National Museum of Natural Science, Taichung, Aug 2024
National Museum of Natural Science, Taichung, Aug 2024

National Museum of Natural Science

museumscienceeducationtaiwan
4 min read

The centerpiece of the Human Cultures Hall is a full-sized replica of a clock that runs on water. Built in 1092 AD during the Song Dynasty, Su Sung's Astronomical Hydro-driven Clock was one of the great engineering achievements of the medieval world, and the version standing in Taichung's National Museum of Natural Science is the only full-scale reconstruction anywhere. It is a fitting symbol for a museum that was itself an experiment in timing: when it opened on New Year's Day 1986, the institution had no existing collection to display. That absence was deliberate. The museum was designed not as a warehouse of specimens but as a place where visitors would learn by doing.

Built to Teach, Not to Store

The idea for a national science museum surfaced in 1980. The following year, architect and educator Han Pao-teh was appointed Chair of the Preparation Committee while serving as Dean of Engineering at National Chung Hsing University. Han was not merely an administrator overseeing the project; as an architect, he was intimately involved in the design. His vision was radical for its era: an exploratory, experiential museum where education came first and collections followed. The first phase, completed in 1986, included the Science Center, a Space Theater, and outdoor grounds. Han became the museum's inaugural director, a position he held for nearly a decade.

Phased into Existence

The museum grew in stages across the Taichung landscape. For the second phase, the Life Sciences Hall, Han Pao-teh brought in James Gardner, the British designer who had worked on the British Museum, to create the exhibitions. That hall opened in August 1988. The third and fourth phases, the Human Cultures Hall and Global Environment Hall, were completed in August 1993, giving the museum its full six-venue shape: Space Theater, Science Center, Life Science Hall, Human Cultures Hall, Global Environment Hall, and Botanical Garden. The Botanical Garden, including a Tropical Rainforest Greenhouse, was the final addition, completed in 1999. By that year, the museum's collection had grown from nothing to 551,705 specimens across zoology, botany, geology, and anthropology.

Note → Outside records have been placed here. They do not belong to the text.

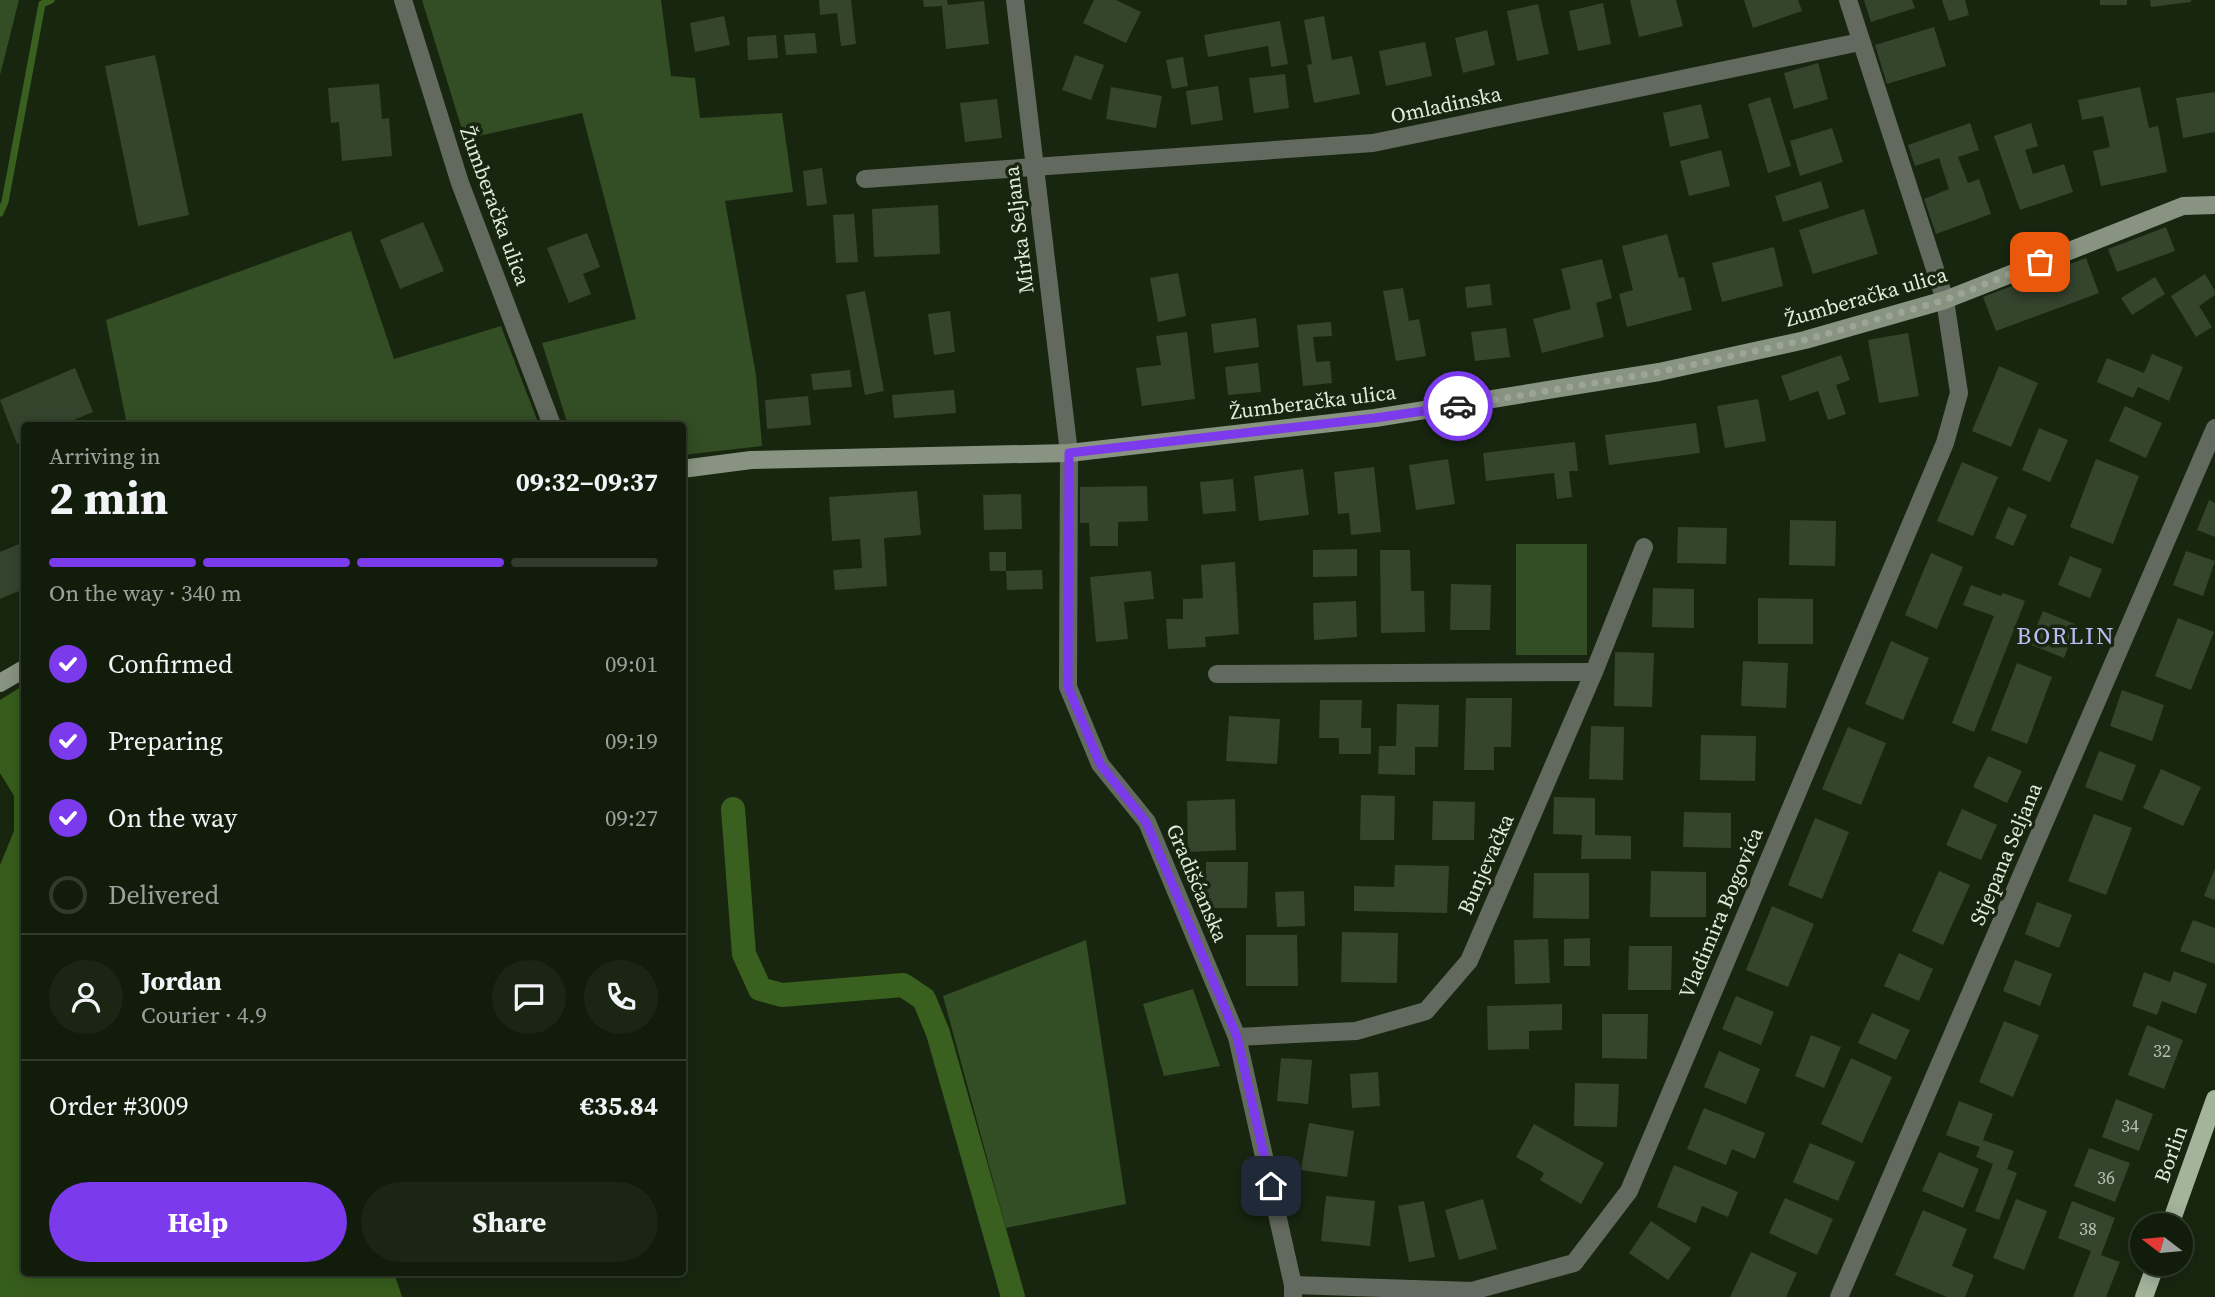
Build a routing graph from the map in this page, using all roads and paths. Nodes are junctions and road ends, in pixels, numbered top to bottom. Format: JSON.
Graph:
{"nodes":[{"id":1,"x":403,"y":0,"type":"edge"},
{"id":2,"x":1015,"y":0,"type":"edge"},
{"id":3,"x":1848,"y":0,"type":"edge"},
{"id":4,"x":1860,"y":42,"type":"junction"},
{"id":5,"x":1034,"y":167,"type":"junction"},
{"id":6,"x":865,"y":179,"type":"dead end"},
{"id":7,"x":2215,"y":205,"type":"edge"},
{"id":8,"x":1945,"y":300,"type":"junction"},
{"id":9,"x":551,"y":422,"type":"edge"},
{"id":10,"x":2215,"y":428,"type":"edge"},
{"id":11,"x":1069,"y":453,"type":"junction"},
{"id":12,"x":686,"y":468,"type":"edge"},
{"id":13,"x":1644,"y":547,"type":"dead end"},
{"id":14,"x":21,"y":672,"type":"edge"},
{"id":15,"x":1594,"y":672,"type":"junction"},
{"id":16,"x":1217,"y":674,"type":"dead end"},
{"id":17,"x":0,"y":683,"type":"edge"},
{"id":18,"x":1237,"y":1037,"type":"junction"},
{"id":19,"x":2215,"y":1099,"type":"edge"},
{"id":20,"x":2174,"y":1213,"type":"edge"},
{"id":21,"x":2152,"y":1276,"type":"edge"},
{"id":22,"x":1293,"y":1291,"type":"edge"},
{"id":23,"x":1839,"y":1297,"type":"edge"},
{"id":24,"x":2144,"y":1297,"type":"edge"}],
"edges":[{"from":1,"to":9,"type":"street","name":"Žumberačka ulica"},
{"from":2,"to":5,"type":"street","name":"Mirka Seljana"},
{"from":3,"to":4,"type":"street","name":"Vladimira Bogovića"},
{"from":4,"to":5,"type":"street","name":"Omladinska"},
{"from":4,"to":8,"type":"street","name":"Vladimira Bogovića"},
{"from":5,"to":6,"type":"street","name":"Omladinska"},
{"from":5,"to":11,"type":"street","name":"Mirka Seljana"},
{"from":7,"to":8,"type":"main road","name":"Žumberačka ulica"},
{"from":8,"to":11,"type":"main road","name":"Žumberačka ulica"},
{"from":8,"to":22,"type":"street","name":"Vladimira Bogovića"},
{"from":10,"to":23,"type":"street","name":"Stjepana Seljana"},
{"from":11,"to":12,"type":"main road","name":"Žumberačka ulica"},
{"from":11,"to":18,"type":"street","name":"Gradišćanska"},
{"from":13,"to":15,"type":"street","name":"Bunjevačka"},
{"from":14,"to":17,"type":"main road"},
{"from":15,"to":16,"type":"street"},
{"from":15,"to":18,"type":"street","name":"Bunjevačka"},
{"from":18,"to":22,"type":"street","name":"Gradišćanska"},
{"from":19,"to":20,"type":"main road","name":"Borlin"},
{"from":21,"to":24,"type":"main road"}]}
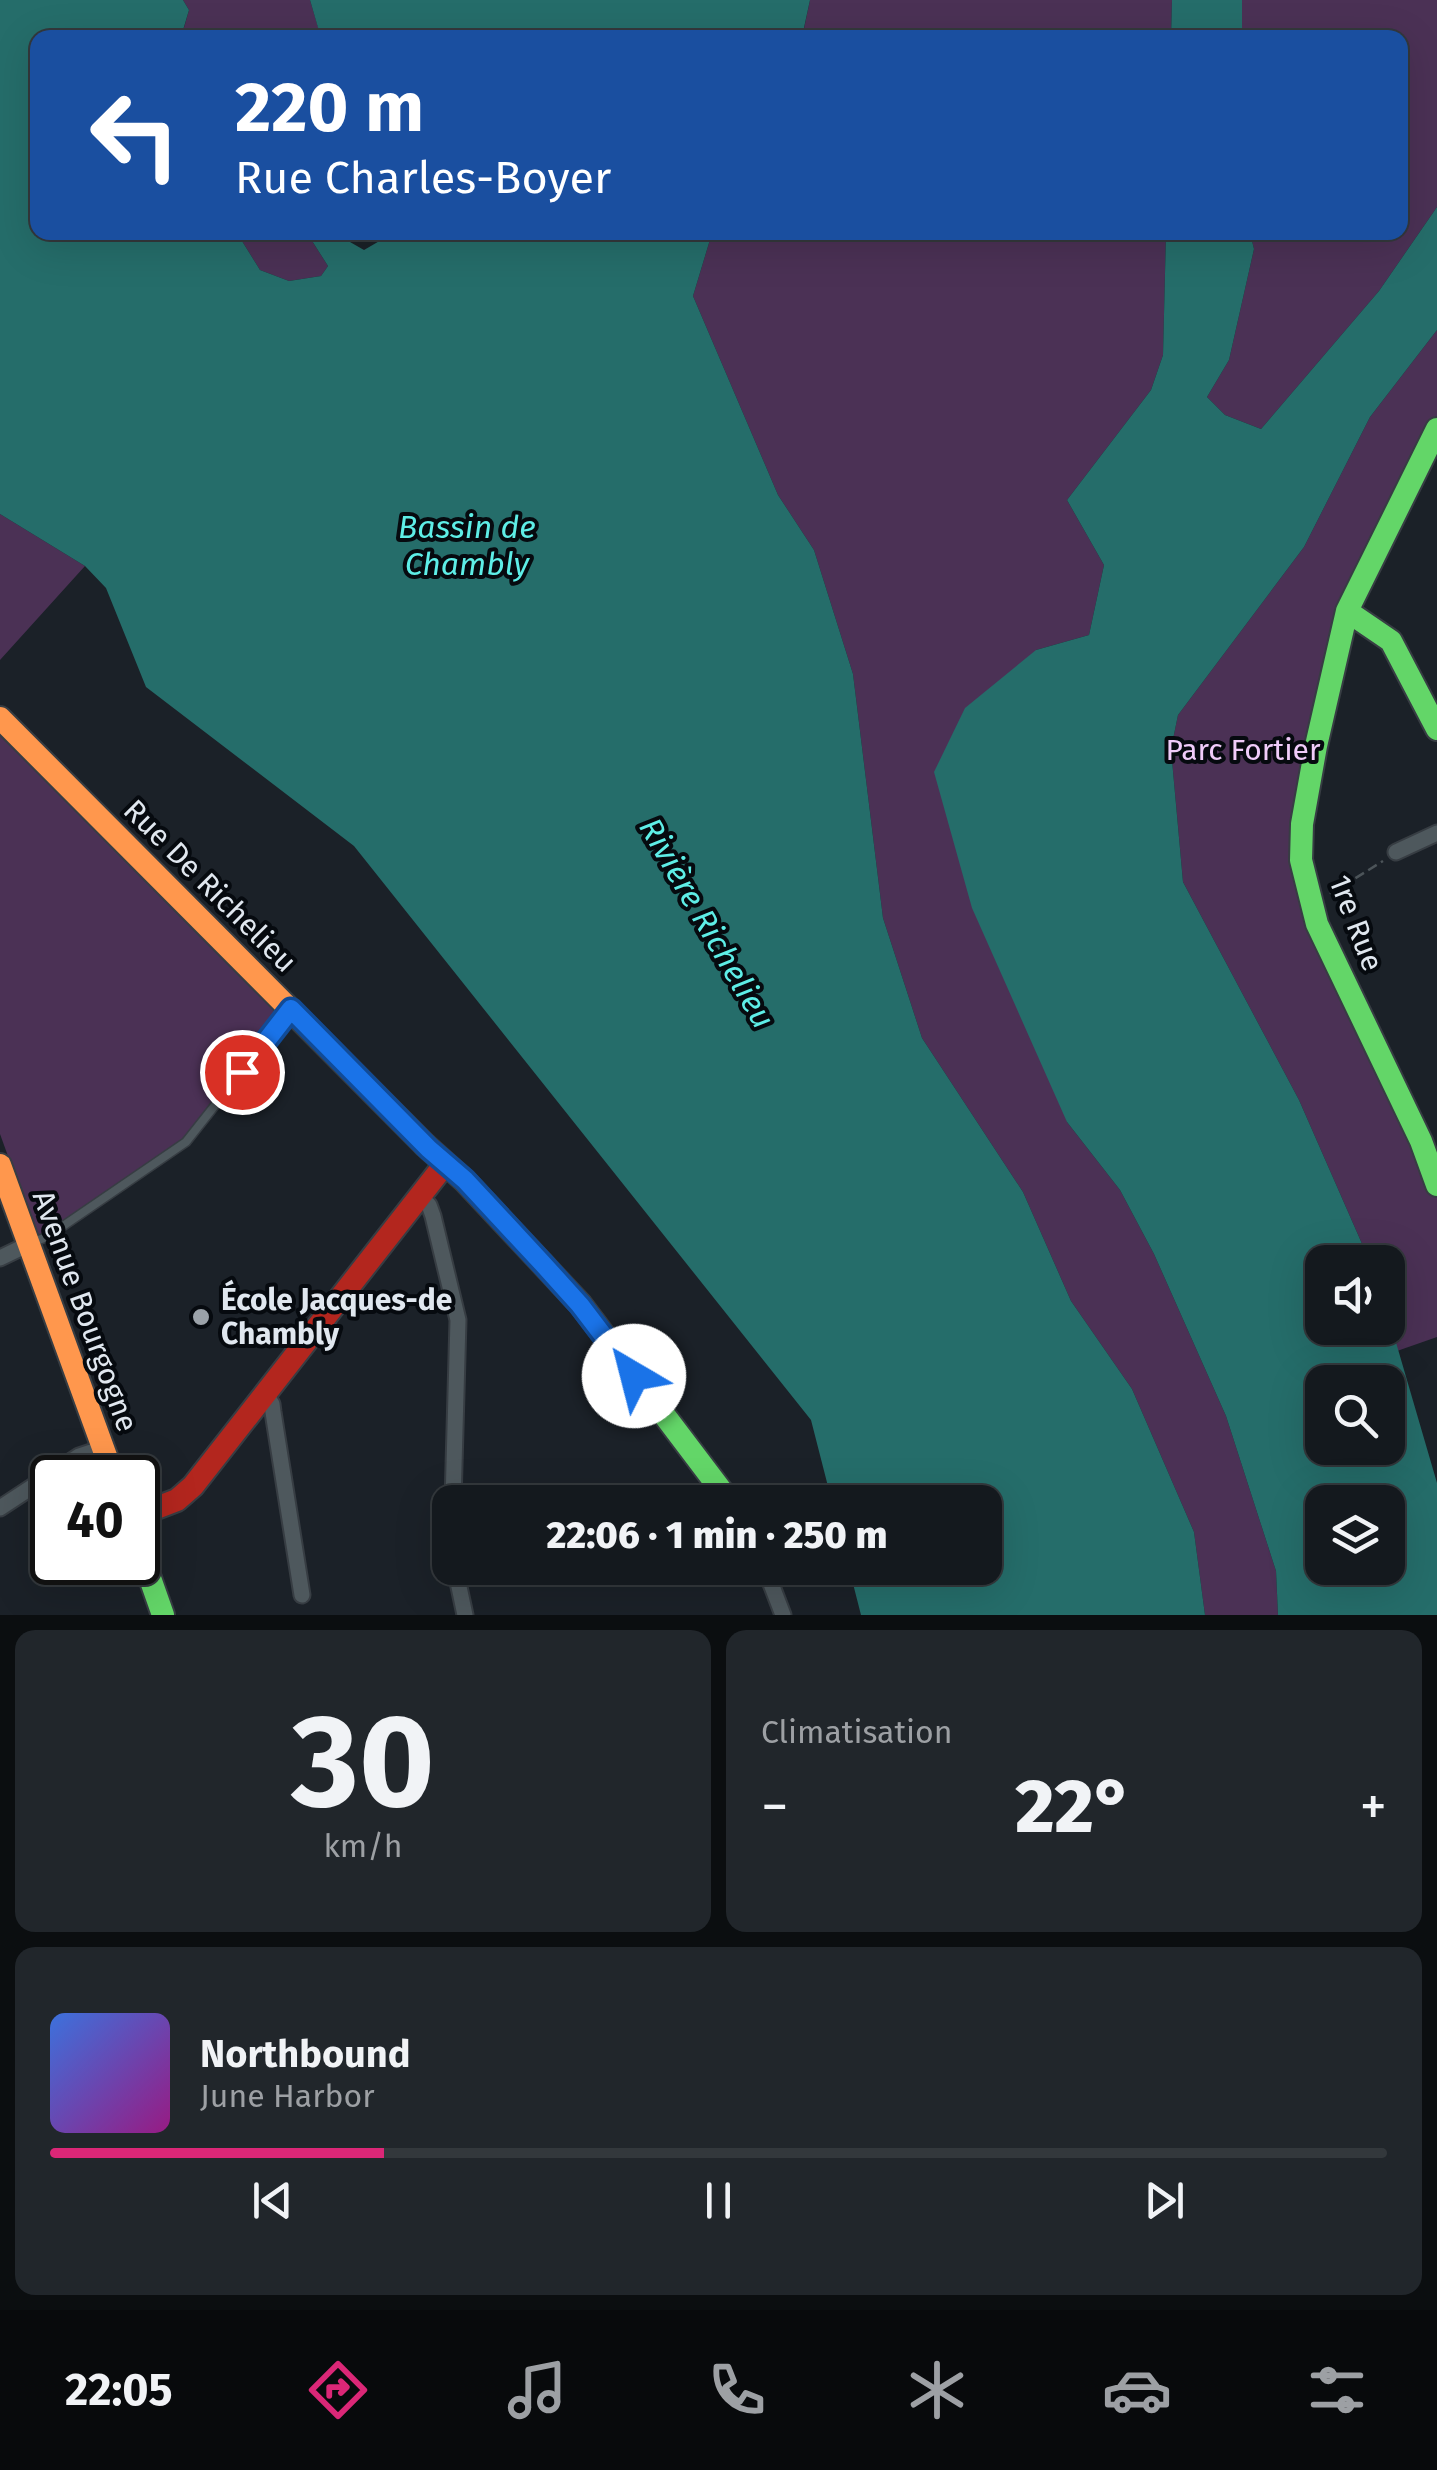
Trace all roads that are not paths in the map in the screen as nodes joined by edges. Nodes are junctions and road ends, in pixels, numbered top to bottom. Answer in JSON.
{"nodes":[{"id":1,"x":1437,"y":429,"type":"edge"},
{"id":2,"x":1347,"y":611,"type":"junction"},
{"id":3,"x":0,"y":718,"type":"edge"},
{"id":4,"x":1437,"y":729,"type":"edge"},
{"id":5,"x":1437,"y":833,"type":"edge"},
{"id":6,"x":1396,"y":852,"type":"road end"},
{"id":7,"x":291,"y":1009,"type":"junction"},
{"id":8,"x":445,"y":1164,"type":"junction"},
{"id":9,"x":0,"y":1165,"type":"edge"},
{"id":10,"x":1437,"y":1185,"type":"edge"},
{"id":11,"x":420,"y":1196,"type":"junction"},
{"id":12,"x":29,"y":1244,"type":"junction"},
{"id":13,"x":0,"y":1258,"type":"edge"},
{"id":14,"x":265,"y":1393,"type":"junction"},
{"id":15,"x":104,"y":1448,"type":"junction"},
{"id":16,"x":106,"y":1455,"type":"edge"},
{"id":17,"x":453,"y":1485,"type":"edge"},
{"id":18,"x":717,"y":1485,"type":"edge"},
{"id":19,"x":160,"y":1506,"type":"edge"},
{"id":20,"x":0,"y":1508,"type":"edge"},
{"id":21,"x":152,"y":1585,"type":"edge"},
{"id":22,"x":459,"y":1585,"type":"edge"},
{"id":23,"x":772,"y":1585,"type":"edge"},
{"id":24,"x":302,"y":1595,"type":"dead end"},
{"id":25,"x":163,"y":1615,"type":"edge"},
{"id":26,"x":465,"y":1615,"type":"edge"},
{"id":27,"x":783,"y":1615,"type":"edge"}],
"edges":[{"from":1,"to":2,"type":"street","name":"1re Rue"},
{"from":2,"to":4,"type":"street"},
{"from":2,"to":10,"type":"street","name":"1re Rue"},
{"from":3,"to":7,"type":"street","name":"Rue De Richelieu"},
{"from":5,"to":6,"type":"street"},
{"from":7,"to":8,"type":"street","name":"Rue De Richelieu"},
{"from":7,"to":12,"type":"lane"},
{"from":8,"to":11,"type":"street"},
{"from":8,"to":18,"type":"street","name":"Rue De Richelieu"},
{"from":9,"to":12,"type":"street","name":"Avenue Bourgogne"},
{"from":11,"to":14,"type":"street"},
{"from":11,"to":17,"type":"street"},
{"from":12,"to":13,"type":"street"},
{"from":12,"to":15,"type":"street","name":"Avenue Bourgogne"},
{"from":14,"to":19,"type":"street"},
{"from":14,"to":24,"type":"street"},
{"from":15,"to":16,"type":"street","name":"Avenue Bourgogne"},
{"from":15,"to":20,"type":"street"},
{"from":21,"to":25,"type":"street"},
{"from":22,"to":26,"type":"street"},
{"from":23,"to":27,"type":"street"}]}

Twenty-Two Acres of Wonder

The museum covers 22 acres in Taichung's North District, a sprawling campus that ranges from the controlled darkness of the Space Theater to the humid warmth of the tropical greenhouse. Its satellite facilities extend the experience beyond the main campus: the 921 Earthquake Museum, opened in 2004, preserves the geological and human story of the devastating 1999 Jiji earthquake. The Chelungpu Fault Preservation Park, opened in 2013, lets visitors stand directly above the fault line that caused that earthquake. The Fenghuanggu Bird and Ecology Park, also opened in 2013, adds natural habitat to the museum's network. Together, these satellites transform the museum from a single building into a distributed system for understanding Taiwan's natural and geological identity.

The Clock Still Turns

Su Sung's original clock tower stood approximately 12 meters tall, driven by a constant flow of water that powered an escapement mechanism centuries before European clockmakers developed their own. The replica in Taichung's Human Cultures Hall captures the ingenuity of a civilization that measured time with fluid precision. It sits at the center of a museum that was itself an act of faith in timing. Han Pao-teh bet that a science museum without a founding collection could build relevance through experience rather than artifacts. Four decades later, the museum draws over a million visitors annually, and its collection has grown from zero to hundreds of thousands of specimens. The experiment worked.

From the Air

Located at 24.16N, 120.67E in North District, Taichung, Taiwan. The museum's 22-acre campus is visible as a large institutional complex with greenhouse structures and green space in the northern part of the Taichung urban area. Nearest airport: Taichung Airport (RCLG/RMQ), approximately 12 km north-northwest. The Space Theater dome and Tropical Rainforest Greenhouse are distinctive features from lower altitudes.